The pain can be distracting, and when it interrupts, it is introduced. I would say, again aloud, and this time with false enthusiasm, " ... Aaaand we're back!" I would imagine myself as the host of some late night television show, introducing an unpopular guest. The sarcastic tone in my voice would imply that I am not entirely sure whether or not the frequent appearance of this particular guest will boost ratings. Deciding, again, to be optimistic, as I tend to do, I thought, "They may not like you now, but the unlikeliness of you, your subversion, might keep them coming back!"
"I'll sell myself out!" I thought. "Just like Johnny Eck, the half-boy! Just like the lion-faced man, and the horse-faced woman! Just like the circus sideshow!" At least, then, I wouldn't be alone. But would I get paid, or would the pay be plenty? And, if so, by who, and how much, and in what currency? The economy of things is bothersome. I wish I were an anarchist.
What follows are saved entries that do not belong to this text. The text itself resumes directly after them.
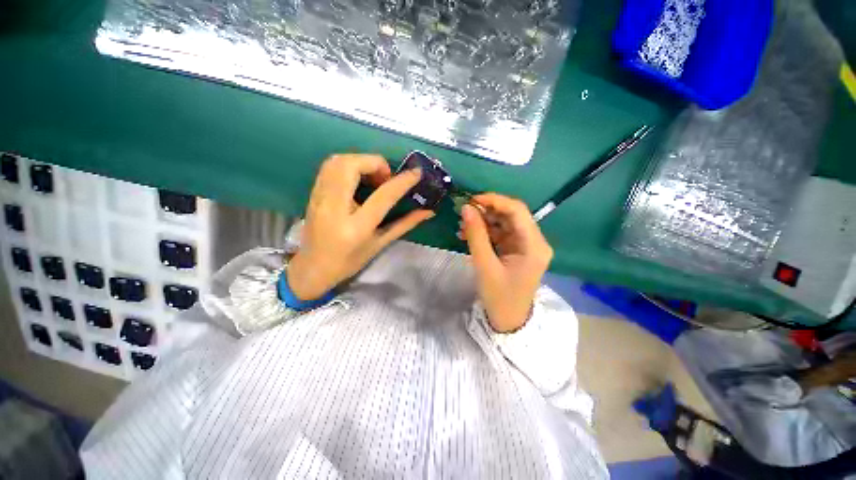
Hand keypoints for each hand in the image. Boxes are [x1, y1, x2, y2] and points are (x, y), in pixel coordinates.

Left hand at [287, 154, 434, 299]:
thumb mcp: (380, 244)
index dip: (402, 181)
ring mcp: (319, 198)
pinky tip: (358, 179)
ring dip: (361, 161)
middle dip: (375, 163)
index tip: (416, 173)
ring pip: (337, 161)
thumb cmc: (349, 261)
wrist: (312, 268)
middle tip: (386, 178)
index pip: (382, 196)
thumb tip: (428, 211)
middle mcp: (334, 207)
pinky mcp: (313, 193)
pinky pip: (330, 167)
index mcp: (356, 227)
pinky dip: (349, 165)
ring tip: (373, 177)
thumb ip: (405, 224)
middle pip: (351, 166)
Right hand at [460, 194, 552, 332]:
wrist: (508, 320)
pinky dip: (485, 232)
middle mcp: (534, 241)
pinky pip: (500, 233)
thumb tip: (466, 208)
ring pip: (504, 223)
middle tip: (464, 213)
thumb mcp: (485, 266)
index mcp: (534, 245)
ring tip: (462, 227)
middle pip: (512, 215)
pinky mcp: (516, 250)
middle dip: (487, 211)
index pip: (518, 211)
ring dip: (484, 221)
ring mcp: (526, 245)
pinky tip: (468, 235)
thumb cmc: (499, 297)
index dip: (495, 200)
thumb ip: (476, 235)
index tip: (472, 200)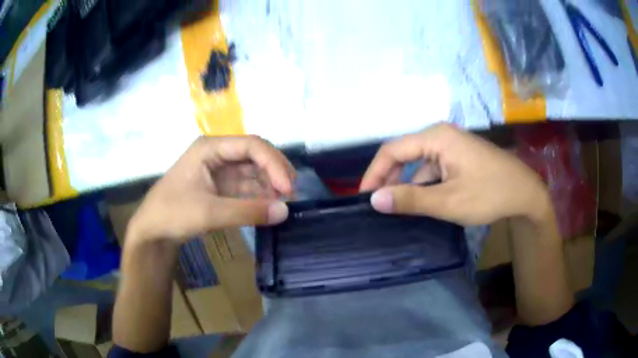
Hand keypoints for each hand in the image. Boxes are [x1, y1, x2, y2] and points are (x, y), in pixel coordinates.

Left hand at [127, 136, 295, 244]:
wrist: (152, 231)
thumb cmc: (173, 214)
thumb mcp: (209, 213)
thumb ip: (247, 212)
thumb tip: (285, 211)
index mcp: (210, 148)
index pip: (251, 145)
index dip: (273, 163)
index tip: (288, 187)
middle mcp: (217, 154)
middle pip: (255, 155)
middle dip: (275, 172)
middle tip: (292, 194)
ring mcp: (220, 171)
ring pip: (253, 172)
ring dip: (270, 185)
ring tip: (286, 202)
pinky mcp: (221, 187)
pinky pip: (247, 187)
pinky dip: (260, 196)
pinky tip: (271, 206)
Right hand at [360, 124, 550, 225]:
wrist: (526, 193)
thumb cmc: (490, 194)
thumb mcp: (448, 201)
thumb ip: (411, 199)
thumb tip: (374, 199)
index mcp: (436, 138)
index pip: (393, 150)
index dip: (374, 173)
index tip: (364, 197)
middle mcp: (441, 136)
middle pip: (404, 154)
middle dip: (390, 179)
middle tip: (379, 205)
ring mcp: (451, 146)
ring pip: (419, 164)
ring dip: (408, 185)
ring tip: (398, 208)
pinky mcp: (459, 158)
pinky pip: (433, 169)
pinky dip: (424, 185)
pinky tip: (422, 203)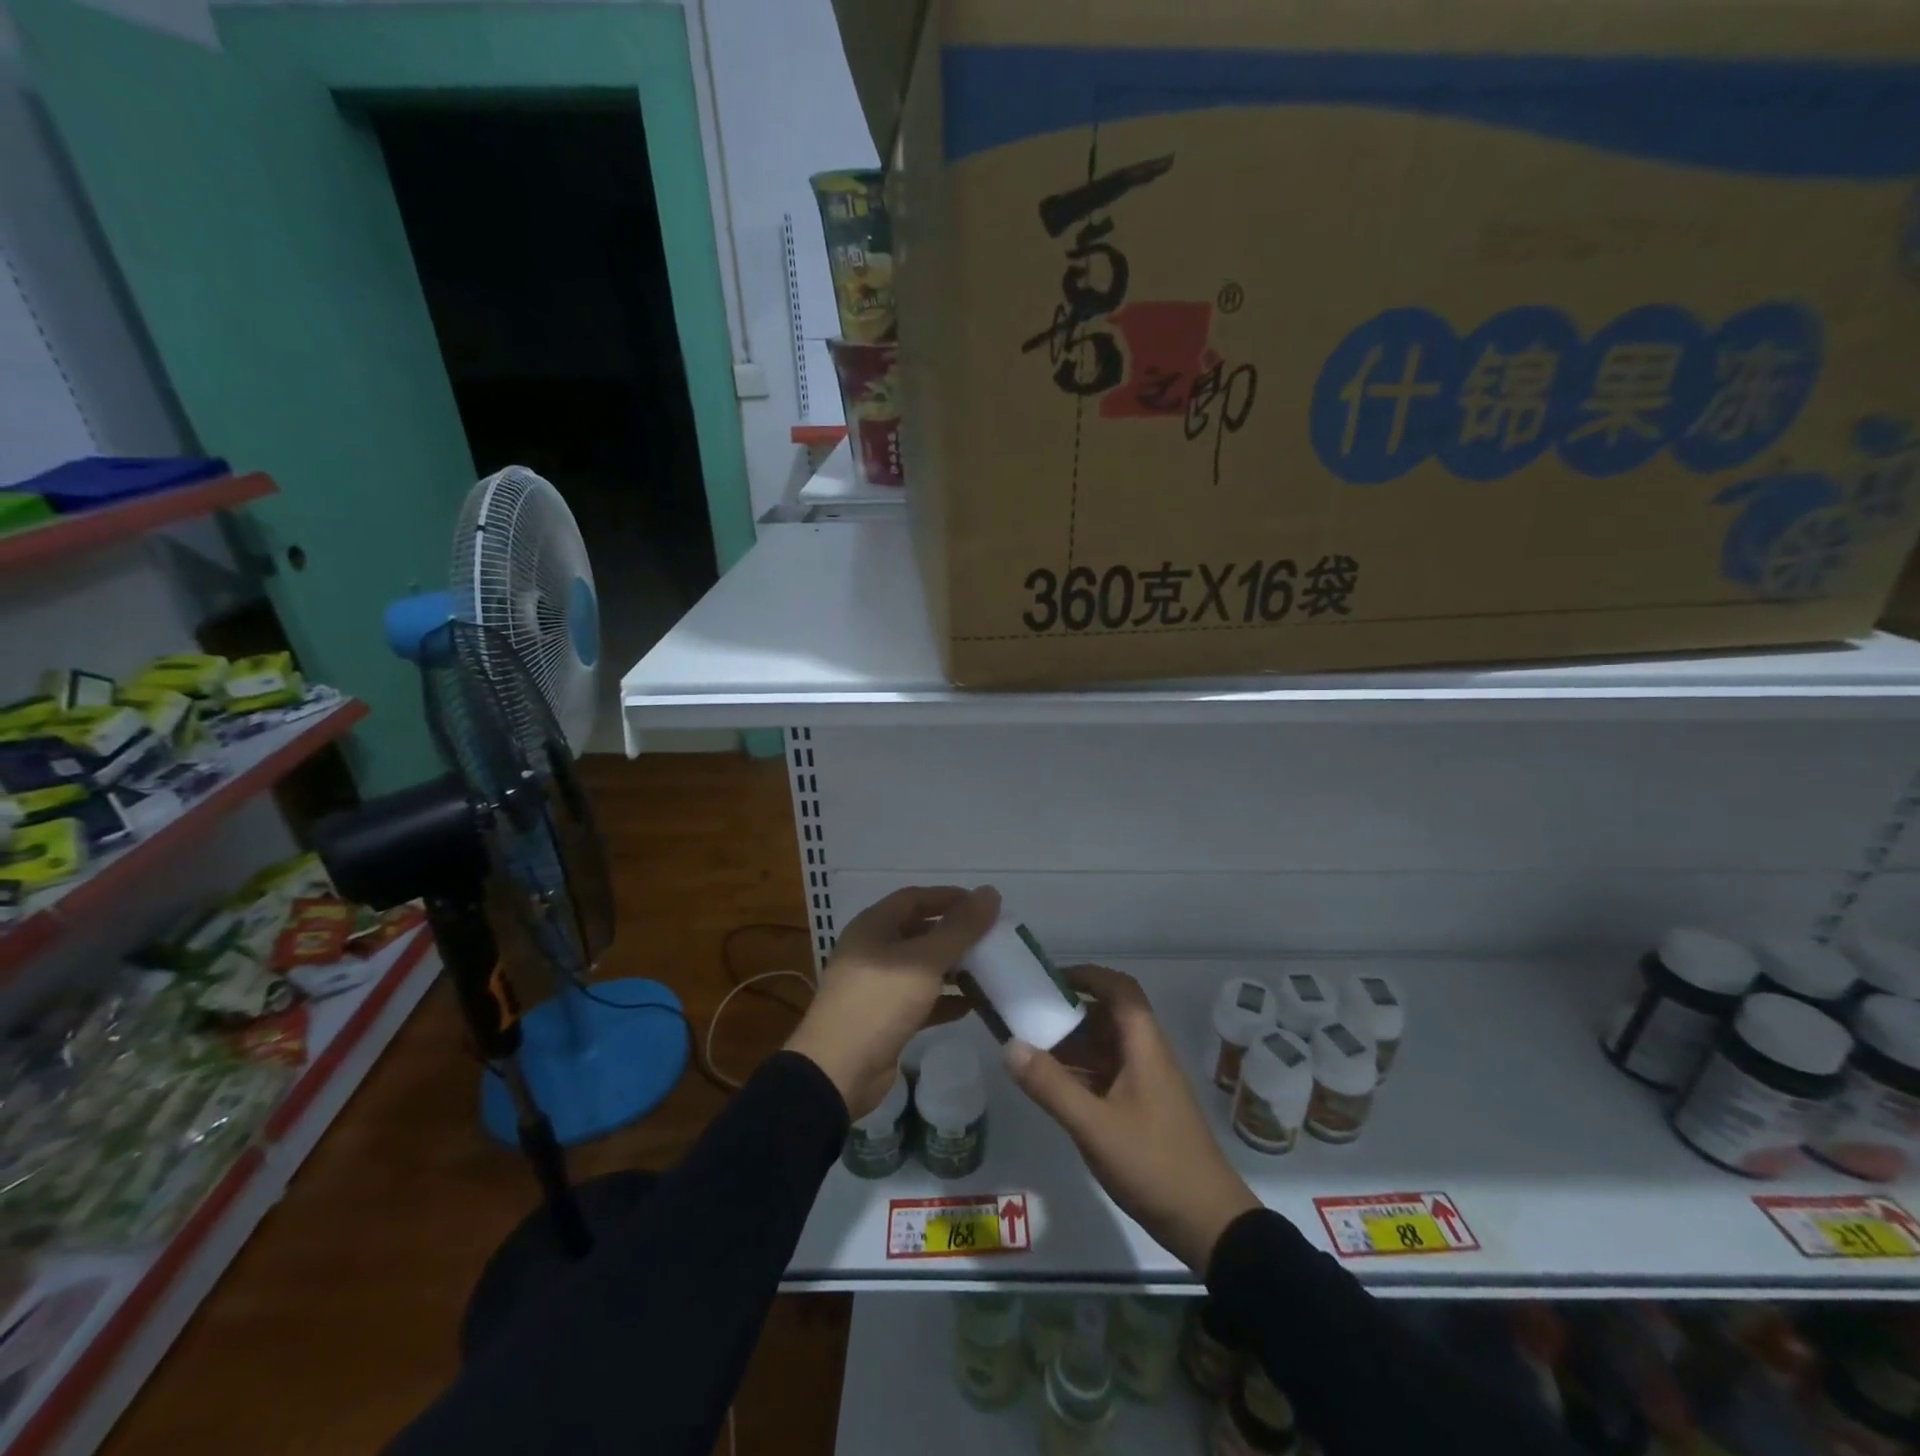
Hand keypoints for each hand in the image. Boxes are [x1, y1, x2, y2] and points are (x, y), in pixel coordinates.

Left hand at [785, 885, 999, 1119]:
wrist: (838, 1071)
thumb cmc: (880, 1002)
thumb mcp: (925, 960)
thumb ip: (960, 928)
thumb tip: (990, 892)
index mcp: (874, 926)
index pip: (915, 898)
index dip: (950, 897)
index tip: (984, 905)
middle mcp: (872, 949)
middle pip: (919, 931)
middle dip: (954, 934)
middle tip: (991, 939)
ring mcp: (876, 985)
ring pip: (921, 966)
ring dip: (952, 967)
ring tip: (988, 970)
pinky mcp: (883, 1018)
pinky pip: (920, 999)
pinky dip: (944, 999)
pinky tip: (972, 1005)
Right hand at [1004, 965, 1259, 1274]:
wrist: (1209, 1225)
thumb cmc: (1154, 1164)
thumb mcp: (1095, 1126)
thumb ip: (1051, 1086)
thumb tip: (1009, 1045)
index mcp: (1144, 1046)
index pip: (1120, 989)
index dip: (1087, 975)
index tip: (1049, 979)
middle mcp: (1146, 1055)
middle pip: (1108, 1016)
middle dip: (1069, 1012)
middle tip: (1028, 1016)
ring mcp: (1146, 1083)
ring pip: (1105, 1048)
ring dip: (1071, 1045)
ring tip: (1029, 1048)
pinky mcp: (1142, 1109)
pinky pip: (1106, 1075)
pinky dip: (1079, 1073)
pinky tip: (1051, 1086)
And, finally, I heard this song, and the song said, "I like the morning. I like the day. The sun is my morning. All my life was a morning." I felt strangely at ease with that statement - I could relate, so I did. And that, too, in its own way, was moving.
Dear God, whatever you are, take my writing with grace and be patient. Don't take it out on the words. They don't mean it. Obviously, they don't mean it. And neither do I. I am a pacifist. I am not a propagandist. I can't be a propagandist. God, look at me. I'm a propagandist.